Conditionals: We certainly don't need eight of them! First, get rid
of the four "compare x to 0" tests. We can just put the zero in
ourselves and use the "compare x to y" tests. Next, [x=y] and [x!=y]
are exact opposites; we only need one. Let's keep [x=y]. Finally,
[x<=y] and [x>y] are also opposites; let's keep [x>y]. This eliminates
six of the eight conditionals and leaves just two nonredundant ones.
Examples
Now let's put it all together. First some simple examples (all to 4
decimal places):
Square root of 625: 625 [LN] .5 [X] [e^x] (Answer: 25.0000)
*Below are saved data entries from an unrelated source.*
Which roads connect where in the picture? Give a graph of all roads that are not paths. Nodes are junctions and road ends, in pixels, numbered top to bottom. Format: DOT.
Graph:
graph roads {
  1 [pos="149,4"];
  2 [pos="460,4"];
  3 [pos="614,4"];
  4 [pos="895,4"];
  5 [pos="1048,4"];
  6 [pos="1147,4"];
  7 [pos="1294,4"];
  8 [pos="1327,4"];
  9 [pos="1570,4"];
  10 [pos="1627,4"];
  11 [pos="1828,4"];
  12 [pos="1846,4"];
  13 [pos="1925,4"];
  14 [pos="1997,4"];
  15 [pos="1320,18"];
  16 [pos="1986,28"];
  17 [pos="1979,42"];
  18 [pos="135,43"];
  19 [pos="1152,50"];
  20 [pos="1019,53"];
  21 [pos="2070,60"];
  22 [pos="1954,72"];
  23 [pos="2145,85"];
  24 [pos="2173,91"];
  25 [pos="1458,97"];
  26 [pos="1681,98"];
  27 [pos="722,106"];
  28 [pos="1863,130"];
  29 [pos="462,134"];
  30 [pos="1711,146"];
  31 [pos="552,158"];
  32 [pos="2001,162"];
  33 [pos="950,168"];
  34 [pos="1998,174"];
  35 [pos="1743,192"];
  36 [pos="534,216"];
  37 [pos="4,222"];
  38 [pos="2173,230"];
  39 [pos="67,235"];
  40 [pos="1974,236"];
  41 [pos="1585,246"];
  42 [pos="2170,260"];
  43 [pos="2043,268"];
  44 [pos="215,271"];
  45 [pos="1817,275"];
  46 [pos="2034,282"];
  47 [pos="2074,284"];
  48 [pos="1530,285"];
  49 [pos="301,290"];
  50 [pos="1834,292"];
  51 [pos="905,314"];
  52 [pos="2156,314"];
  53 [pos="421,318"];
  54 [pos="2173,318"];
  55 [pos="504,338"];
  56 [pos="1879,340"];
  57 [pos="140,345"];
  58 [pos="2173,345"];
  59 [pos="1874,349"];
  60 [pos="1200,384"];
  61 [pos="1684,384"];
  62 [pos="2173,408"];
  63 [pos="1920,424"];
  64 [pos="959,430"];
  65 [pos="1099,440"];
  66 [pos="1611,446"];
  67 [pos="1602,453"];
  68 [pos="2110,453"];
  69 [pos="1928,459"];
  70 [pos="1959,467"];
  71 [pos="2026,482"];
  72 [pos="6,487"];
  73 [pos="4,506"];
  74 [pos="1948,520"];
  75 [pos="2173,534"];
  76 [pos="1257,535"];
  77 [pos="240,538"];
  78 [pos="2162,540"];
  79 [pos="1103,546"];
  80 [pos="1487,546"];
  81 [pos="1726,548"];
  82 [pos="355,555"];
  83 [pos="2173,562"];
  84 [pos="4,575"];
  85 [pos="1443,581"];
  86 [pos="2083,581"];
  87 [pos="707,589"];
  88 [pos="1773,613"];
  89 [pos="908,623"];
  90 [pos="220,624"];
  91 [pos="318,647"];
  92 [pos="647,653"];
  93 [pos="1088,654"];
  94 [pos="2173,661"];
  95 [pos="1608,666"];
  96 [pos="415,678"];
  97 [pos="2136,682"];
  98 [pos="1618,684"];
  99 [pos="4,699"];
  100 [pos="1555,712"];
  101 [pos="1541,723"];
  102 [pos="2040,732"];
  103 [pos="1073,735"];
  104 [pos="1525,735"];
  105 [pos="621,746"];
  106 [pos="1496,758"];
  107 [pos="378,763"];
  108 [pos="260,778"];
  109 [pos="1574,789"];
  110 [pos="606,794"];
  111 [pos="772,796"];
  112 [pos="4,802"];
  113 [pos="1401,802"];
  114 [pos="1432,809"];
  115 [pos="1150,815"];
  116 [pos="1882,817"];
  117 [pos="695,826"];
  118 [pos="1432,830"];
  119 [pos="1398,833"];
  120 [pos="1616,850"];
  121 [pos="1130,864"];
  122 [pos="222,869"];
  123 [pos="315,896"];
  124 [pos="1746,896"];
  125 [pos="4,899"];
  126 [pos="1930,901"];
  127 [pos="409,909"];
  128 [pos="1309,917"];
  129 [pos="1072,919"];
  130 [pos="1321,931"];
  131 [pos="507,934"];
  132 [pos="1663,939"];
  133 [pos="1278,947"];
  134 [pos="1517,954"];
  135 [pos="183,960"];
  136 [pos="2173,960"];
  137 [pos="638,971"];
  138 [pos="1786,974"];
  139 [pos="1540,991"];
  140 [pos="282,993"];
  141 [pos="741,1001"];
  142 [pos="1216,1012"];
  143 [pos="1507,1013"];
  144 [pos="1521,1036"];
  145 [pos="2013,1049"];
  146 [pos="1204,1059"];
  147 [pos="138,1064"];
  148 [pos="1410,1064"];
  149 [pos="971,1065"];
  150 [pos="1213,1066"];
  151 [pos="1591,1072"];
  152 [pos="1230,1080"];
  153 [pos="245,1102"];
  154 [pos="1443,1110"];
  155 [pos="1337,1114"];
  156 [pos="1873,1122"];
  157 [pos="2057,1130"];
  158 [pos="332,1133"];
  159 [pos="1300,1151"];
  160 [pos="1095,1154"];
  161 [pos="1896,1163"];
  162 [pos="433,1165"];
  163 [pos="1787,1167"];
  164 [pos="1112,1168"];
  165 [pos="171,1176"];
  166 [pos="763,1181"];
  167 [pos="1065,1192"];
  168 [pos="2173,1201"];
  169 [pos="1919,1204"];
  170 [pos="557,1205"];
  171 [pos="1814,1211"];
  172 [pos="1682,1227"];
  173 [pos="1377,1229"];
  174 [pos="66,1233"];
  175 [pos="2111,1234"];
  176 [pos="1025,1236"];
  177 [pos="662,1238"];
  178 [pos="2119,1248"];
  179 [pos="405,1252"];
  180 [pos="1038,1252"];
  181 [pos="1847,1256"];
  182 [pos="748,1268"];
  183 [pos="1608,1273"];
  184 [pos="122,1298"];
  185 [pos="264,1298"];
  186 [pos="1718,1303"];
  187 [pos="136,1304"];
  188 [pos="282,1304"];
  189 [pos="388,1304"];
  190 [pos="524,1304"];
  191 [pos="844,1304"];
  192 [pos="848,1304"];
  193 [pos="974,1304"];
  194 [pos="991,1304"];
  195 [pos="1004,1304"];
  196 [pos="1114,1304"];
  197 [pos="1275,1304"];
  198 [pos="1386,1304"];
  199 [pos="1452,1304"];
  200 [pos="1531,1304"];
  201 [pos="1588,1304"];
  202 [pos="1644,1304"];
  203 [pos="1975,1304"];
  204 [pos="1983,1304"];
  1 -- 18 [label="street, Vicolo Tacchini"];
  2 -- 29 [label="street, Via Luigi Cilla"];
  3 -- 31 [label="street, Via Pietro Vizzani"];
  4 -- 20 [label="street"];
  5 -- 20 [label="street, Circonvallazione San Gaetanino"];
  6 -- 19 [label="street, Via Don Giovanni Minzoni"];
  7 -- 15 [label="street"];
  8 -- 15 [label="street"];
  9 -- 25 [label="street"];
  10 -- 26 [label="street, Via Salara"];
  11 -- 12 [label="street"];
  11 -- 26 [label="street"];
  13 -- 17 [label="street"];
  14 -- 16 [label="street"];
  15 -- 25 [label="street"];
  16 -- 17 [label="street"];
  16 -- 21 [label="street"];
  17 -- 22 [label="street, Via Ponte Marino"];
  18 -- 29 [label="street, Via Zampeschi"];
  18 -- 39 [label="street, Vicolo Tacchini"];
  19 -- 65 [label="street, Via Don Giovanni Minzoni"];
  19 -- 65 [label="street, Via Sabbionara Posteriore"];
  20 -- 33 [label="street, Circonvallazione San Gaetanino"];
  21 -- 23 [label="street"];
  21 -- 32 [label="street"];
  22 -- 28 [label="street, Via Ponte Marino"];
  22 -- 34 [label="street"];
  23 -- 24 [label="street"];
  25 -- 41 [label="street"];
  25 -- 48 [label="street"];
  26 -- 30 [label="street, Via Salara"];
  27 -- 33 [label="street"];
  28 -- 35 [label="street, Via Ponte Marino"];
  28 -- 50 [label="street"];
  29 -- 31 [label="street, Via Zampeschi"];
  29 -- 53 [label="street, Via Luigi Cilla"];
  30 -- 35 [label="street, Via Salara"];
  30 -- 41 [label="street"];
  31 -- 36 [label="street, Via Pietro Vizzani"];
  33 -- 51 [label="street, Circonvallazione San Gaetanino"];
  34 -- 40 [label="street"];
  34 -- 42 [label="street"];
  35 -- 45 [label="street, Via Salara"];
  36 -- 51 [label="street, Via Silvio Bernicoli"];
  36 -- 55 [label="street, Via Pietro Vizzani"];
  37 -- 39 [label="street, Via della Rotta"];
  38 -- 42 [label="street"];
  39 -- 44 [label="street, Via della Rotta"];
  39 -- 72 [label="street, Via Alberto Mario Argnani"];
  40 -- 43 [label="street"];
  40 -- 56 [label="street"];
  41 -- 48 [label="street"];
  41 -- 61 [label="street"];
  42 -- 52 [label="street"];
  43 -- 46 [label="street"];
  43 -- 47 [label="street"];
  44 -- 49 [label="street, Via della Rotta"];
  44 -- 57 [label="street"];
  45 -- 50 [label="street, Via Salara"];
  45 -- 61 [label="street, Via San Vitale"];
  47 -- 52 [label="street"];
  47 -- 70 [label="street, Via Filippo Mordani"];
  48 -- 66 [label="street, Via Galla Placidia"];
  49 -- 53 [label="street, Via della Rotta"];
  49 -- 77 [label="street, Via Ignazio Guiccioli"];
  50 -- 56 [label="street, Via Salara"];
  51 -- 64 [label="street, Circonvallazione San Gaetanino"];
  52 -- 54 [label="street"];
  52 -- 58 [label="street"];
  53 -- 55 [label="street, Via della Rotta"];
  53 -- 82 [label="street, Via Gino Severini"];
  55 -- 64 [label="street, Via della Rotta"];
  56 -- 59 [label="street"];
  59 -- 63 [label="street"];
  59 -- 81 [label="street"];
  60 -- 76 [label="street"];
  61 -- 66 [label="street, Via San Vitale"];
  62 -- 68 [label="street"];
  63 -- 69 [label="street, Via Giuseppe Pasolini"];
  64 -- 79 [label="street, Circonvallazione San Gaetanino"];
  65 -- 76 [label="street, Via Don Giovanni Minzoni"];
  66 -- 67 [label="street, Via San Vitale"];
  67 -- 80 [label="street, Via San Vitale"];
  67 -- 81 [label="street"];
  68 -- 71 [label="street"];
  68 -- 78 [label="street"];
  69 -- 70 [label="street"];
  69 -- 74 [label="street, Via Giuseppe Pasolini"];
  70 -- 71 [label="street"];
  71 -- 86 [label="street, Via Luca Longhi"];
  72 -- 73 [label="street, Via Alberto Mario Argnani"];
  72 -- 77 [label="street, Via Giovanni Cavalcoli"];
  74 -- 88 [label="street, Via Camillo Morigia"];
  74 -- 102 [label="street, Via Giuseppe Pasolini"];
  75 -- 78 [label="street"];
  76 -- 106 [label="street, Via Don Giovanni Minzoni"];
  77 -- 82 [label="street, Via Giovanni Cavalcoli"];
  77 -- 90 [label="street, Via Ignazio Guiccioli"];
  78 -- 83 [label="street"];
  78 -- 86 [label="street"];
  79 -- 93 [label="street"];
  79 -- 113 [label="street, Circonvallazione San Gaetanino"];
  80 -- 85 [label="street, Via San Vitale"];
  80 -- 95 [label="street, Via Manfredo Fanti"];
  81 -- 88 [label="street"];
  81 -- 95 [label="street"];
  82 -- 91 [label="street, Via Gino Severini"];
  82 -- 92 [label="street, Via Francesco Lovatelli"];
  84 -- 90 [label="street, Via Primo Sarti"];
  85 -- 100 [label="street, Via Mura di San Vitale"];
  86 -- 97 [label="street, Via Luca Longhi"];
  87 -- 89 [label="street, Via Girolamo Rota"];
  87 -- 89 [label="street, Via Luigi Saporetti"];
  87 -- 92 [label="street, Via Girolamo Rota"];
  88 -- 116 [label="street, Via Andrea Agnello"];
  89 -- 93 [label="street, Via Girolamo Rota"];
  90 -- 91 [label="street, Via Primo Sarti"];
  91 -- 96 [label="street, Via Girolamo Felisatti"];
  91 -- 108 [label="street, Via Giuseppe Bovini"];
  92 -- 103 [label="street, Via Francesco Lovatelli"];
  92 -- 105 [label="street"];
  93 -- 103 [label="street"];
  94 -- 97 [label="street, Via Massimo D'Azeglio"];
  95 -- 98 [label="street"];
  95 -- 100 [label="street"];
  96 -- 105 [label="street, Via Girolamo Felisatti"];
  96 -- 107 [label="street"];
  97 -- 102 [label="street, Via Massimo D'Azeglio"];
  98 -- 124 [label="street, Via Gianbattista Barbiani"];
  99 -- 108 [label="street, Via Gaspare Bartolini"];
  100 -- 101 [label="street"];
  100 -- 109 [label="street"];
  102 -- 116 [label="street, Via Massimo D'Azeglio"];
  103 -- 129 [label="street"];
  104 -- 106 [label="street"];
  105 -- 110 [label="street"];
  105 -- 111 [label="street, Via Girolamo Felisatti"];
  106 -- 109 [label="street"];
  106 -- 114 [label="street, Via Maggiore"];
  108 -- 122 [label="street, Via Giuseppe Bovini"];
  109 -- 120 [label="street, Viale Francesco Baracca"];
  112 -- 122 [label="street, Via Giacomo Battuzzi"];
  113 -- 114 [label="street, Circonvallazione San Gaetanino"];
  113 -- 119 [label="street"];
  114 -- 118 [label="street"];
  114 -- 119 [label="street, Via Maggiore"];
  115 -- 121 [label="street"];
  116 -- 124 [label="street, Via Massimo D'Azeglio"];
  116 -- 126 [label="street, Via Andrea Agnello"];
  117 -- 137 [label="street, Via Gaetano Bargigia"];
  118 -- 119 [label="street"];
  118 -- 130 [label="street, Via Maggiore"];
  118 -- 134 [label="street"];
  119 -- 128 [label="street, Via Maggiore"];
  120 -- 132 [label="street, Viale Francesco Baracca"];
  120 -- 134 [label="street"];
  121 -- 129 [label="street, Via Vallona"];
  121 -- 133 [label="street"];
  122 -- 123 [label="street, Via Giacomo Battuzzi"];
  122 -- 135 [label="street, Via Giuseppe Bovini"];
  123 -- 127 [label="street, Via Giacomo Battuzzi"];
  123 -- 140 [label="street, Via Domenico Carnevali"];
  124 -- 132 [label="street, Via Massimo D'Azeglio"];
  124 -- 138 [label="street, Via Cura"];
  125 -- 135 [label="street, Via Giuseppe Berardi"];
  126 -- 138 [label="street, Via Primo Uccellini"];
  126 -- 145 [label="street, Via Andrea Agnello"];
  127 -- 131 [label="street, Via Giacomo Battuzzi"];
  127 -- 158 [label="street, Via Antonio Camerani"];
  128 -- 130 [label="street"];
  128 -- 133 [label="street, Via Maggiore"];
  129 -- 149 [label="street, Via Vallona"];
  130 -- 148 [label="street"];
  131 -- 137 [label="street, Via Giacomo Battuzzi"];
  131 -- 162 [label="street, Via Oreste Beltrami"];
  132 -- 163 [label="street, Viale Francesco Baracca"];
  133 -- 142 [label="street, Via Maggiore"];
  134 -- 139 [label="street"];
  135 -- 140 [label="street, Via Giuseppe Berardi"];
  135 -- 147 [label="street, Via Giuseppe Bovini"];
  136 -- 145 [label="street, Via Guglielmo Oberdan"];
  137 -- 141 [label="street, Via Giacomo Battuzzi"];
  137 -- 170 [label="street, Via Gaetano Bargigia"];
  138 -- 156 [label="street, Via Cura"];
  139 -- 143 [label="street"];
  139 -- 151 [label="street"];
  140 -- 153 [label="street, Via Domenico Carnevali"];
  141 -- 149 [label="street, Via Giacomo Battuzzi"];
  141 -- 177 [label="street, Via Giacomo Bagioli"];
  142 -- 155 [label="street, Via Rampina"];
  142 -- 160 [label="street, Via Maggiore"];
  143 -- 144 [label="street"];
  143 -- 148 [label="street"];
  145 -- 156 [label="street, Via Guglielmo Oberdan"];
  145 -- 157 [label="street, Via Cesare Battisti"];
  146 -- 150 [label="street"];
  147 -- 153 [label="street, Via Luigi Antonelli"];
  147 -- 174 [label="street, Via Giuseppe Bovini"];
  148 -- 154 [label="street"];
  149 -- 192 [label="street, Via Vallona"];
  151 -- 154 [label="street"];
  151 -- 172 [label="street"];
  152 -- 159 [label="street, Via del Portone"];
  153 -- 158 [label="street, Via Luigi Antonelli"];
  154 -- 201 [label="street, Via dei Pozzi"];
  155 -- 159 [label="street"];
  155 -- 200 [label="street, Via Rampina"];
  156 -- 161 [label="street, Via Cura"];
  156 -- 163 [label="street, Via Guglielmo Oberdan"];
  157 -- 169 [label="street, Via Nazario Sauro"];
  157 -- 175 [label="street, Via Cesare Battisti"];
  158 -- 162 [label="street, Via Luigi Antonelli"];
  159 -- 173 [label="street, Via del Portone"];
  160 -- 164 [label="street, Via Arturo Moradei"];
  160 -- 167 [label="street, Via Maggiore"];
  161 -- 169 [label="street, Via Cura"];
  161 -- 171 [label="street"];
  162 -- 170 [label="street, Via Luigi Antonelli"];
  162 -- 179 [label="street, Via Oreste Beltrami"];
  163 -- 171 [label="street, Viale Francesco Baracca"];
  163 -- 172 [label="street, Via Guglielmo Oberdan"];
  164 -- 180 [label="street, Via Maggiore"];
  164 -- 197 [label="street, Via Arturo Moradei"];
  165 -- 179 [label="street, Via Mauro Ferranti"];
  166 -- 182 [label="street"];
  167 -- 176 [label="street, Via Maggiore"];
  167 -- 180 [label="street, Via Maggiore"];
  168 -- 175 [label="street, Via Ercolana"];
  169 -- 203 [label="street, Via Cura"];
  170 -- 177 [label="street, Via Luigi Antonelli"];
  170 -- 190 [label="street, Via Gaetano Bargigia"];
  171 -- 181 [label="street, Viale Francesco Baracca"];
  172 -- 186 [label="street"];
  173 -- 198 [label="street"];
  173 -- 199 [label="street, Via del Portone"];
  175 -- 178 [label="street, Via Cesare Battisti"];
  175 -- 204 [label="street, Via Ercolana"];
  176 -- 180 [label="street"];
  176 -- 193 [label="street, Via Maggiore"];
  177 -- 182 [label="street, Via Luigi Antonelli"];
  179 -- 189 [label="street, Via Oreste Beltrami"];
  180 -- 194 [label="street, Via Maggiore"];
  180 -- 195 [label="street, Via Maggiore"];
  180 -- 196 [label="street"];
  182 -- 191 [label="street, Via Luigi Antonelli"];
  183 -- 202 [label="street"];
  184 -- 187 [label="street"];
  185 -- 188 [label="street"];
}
Common log of 2: 2 [LN] 10 [LN] [1/x] [X] (Answer: 0.3010)
Common antilog of 2.775: 2.775 [ENTER] 10 [LN] [X] [e^x] (Answer: 595.6621)
2^5: 2 [LN] 5 [X] [e^x] (Answer: 32.0000)
cos 0.75: .75 [ENTER] 1 [->R] (Answer: 0.7317. [x<>y] gives sin 0.75 (0.6816))
And finally, a larger example:
Arc sin 0.6, in degrees: [LN] [LST x] [x<>y] 2 [X] [e^x] [CHS] 1 [+]
[LN] .5 [X] [e^x] [->P] [X] 180 [X] 0 [ENTER] 1 [CHS] [->P]
[X] [1/x] [X] (Answer: 36.8699)
Isn't this more satisfying than hitting just two keys, like on other
calculators? Here you have a real sense of ownership of your answer,
having worked hard for it. The HP-11C- will give you many
opportunities for this kind of satisfaction.
Conclusion
The appeal of the proposed HP-11C- is clear. Fewer built-in functions
mean less ROM and fewer keys. This translates to lower manufacturing
costs and higher reliability. Fewer keys also means that the
calculator can be made smaller without sacrificing key size or spacing,
preserving the excellent Voyager series ergonomics. And as can be
seen from the description above, the calculator provides a built-in
never-ending refresher course in math, as opposed to other calculators
which only act as a mental crutch the more you use them. This aspect
alone could make the 11C- a hit in the educational market.
Comments and suggestions are always welcome.